話題日本ユニセフ協会は19日、南太平洋の島国・バヌアツで、遠隔地のエロマンゴ島に暮らす子供へのワクチンを民間のドローンで輸送したと発表した。

ワクチンの輸送範囲は、島の西部ディロンズベイの険しい山岳地帯から東部の遠隔地クックスベイまで40キロにわたり、13人の子供と5人の妊婦が公認看護師によってワクチンの接種を受けた。クックスベイは小さく、分散したコミュニティで、保健センターや電気がなく、徒歩か小型船を除いてアクセスできない。

▲ドローンで届けられた最初のワクチン接種

ユニセフのヘンリエッタ・フォア事務局長は「本日のドローン輸送は小規模なものだが、世界の保健衛生にとって大きな一歩」「支援を届けるのが最も難しい遠隔地の子供への予防接種は今も困難が伴うが、ドローン技術によって、そのラストマイルを乗り越え、変革をもたらすことができる」と話した。

ワクチンは特定の温度で運ばなければならないが、気温が高く1300キロにわたって80以上の、山の多い遠隔地の島々が広がり、道路の数も限られるバヌアツは、ワクチン輸送にとって「特に厳しい環境下」にある。このため、結果として子供の2割が「子供の頃に必要なワクチン接種を逃している」という。

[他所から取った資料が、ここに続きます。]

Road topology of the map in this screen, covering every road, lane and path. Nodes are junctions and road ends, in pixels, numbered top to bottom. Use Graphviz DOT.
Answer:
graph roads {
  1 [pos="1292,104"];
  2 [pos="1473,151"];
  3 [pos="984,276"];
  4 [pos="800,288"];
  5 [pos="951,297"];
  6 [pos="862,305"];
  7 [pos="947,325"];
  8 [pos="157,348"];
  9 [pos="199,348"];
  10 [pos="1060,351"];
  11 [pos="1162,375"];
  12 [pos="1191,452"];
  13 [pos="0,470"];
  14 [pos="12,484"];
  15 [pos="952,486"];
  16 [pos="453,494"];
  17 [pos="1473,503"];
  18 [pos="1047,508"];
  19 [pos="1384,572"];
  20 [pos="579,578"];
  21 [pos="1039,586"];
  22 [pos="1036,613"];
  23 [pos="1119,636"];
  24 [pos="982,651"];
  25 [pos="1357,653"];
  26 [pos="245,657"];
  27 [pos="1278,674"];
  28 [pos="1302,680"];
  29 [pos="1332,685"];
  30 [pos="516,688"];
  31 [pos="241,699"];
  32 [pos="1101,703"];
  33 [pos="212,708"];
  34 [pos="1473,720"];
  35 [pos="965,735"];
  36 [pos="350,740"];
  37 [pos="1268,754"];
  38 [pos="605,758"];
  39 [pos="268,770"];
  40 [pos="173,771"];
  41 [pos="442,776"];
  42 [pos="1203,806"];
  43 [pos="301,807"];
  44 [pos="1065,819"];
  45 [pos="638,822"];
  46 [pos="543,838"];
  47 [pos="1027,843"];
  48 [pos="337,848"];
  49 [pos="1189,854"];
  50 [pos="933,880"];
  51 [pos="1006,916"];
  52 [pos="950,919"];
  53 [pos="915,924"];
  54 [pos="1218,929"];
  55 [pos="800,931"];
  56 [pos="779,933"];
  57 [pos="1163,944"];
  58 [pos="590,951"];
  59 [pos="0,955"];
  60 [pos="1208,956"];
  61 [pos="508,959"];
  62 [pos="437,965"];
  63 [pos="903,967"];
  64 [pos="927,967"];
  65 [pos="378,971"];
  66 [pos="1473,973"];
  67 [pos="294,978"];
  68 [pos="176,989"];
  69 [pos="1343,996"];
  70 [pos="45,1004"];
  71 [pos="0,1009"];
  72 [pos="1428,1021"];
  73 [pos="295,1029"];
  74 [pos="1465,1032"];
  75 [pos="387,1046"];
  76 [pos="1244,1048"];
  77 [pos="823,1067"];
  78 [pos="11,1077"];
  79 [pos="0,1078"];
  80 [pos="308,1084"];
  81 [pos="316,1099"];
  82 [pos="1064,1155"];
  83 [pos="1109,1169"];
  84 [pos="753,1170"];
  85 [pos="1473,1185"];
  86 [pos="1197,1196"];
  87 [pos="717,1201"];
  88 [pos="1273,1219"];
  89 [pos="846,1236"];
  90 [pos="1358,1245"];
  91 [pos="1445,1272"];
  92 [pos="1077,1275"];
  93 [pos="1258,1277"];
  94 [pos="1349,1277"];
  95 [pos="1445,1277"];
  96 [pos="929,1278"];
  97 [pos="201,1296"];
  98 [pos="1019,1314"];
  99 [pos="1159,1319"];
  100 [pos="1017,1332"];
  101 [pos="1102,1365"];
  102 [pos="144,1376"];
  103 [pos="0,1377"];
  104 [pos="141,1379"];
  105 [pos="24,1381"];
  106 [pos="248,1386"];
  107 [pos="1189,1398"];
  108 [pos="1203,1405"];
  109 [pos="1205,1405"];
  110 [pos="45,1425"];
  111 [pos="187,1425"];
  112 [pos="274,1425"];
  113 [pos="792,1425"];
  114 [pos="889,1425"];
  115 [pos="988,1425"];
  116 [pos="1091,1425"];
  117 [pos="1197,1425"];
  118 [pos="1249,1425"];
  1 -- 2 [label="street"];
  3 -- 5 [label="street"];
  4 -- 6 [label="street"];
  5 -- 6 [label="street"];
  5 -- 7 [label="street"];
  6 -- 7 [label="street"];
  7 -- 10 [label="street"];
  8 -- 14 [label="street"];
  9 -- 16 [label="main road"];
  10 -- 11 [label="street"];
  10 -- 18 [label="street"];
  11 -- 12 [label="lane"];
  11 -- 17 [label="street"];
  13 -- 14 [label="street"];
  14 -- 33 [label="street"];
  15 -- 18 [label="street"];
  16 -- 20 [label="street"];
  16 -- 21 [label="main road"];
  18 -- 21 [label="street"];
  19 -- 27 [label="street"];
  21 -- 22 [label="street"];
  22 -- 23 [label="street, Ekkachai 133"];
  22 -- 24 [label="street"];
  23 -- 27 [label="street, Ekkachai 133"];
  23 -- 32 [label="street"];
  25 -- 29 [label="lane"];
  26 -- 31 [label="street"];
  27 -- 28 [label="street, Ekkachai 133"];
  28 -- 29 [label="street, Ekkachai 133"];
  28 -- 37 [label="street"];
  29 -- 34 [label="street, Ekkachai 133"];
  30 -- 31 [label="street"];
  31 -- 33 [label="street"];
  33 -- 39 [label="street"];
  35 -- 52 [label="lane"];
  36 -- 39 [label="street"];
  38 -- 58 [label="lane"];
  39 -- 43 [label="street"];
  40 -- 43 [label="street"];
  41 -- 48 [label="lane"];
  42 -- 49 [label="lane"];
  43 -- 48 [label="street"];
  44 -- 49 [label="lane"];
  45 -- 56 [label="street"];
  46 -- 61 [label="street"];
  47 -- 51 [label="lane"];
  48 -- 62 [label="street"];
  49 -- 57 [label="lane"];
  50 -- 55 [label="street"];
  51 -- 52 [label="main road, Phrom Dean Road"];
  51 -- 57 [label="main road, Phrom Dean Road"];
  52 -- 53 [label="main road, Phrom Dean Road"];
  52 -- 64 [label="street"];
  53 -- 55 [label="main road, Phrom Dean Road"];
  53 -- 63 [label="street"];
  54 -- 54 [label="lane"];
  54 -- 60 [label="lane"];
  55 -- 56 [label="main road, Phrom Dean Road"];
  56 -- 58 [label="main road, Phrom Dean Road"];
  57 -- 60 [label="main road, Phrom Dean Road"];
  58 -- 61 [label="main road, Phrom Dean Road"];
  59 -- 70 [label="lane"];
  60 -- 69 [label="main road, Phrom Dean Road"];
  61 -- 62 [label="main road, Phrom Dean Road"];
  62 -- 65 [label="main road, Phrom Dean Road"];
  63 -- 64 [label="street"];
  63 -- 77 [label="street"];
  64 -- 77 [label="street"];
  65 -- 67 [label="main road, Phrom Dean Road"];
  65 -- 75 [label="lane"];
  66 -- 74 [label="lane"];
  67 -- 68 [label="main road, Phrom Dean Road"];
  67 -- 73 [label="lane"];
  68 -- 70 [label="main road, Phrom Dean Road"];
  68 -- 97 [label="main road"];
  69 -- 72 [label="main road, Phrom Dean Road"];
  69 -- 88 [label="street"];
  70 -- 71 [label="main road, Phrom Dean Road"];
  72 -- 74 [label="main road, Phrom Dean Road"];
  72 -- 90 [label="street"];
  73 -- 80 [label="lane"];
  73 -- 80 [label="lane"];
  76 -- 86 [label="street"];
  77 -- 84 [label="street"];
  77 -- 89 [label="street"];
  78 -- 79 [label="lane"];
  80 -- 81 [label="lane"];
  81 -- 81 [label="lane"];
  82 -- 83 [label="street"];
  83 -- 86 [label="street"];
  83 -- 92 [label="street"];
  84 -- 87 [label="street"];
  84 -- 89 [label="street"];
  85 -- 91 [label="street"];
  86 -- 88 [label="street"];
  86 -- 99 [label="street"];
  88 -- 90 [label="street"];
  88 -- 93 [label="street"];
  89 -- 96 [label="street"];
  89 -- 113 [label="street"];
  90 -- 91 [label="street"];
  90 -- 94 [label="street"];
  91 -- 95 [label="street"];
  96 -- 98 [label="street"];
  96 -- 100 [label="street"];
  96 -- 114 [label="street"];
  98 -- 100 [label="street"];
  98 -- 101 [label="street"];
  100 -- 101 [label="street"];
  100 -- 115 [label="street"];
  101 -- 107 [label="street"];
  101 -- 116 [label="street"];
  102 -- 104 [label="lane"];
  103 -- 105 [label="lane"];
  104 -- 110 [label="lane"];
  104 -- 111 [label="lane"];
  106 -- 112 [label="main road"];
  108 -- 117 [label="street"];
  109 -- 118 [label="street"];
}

ドローンで届けられた最初のワクチン接種を担当した看護師は「川を渡り、山を越え、雨の中を歩き、岩棚を越えていく時、ワクチンを冷却するための保冷ボックスを携帯するのは至難の業だ。私はよく船を利用するが、悪天候のためしばしば運航中止になる」「ワクチンの旅路は長く厳しいのが常であるため、子供たちのワクチンを接種しに行けるのは月に1回のみ。しかし今、このドローンを使えば、島の最も遠隔地域で暮らすより多くの子供にワクチンを届けられるようになると期待している」などと述べた。

エロマンゴ島へのドローン輸送は、バヌアツの保健省がユニセフの協力でテストケースとして実施。ワクチンは発泡スチロールの箱に氷袋と温度の測定記録装置とともに入れて輸送された。ワクチンの温度が許容範囲から外れた場合には、電子インジケーターが起動するようになっていた。

バヌアツ政府は今後、ワクチンのドローン輸送を国の予防接種プログラムに統合し、保健物資を輸送するといった「さらに広い用途」でもドローン利用を検討する。輸送試験で得られたデータは、ほかの国でも「ドローンが商業利用できるか」を検討するために活用されることになっている。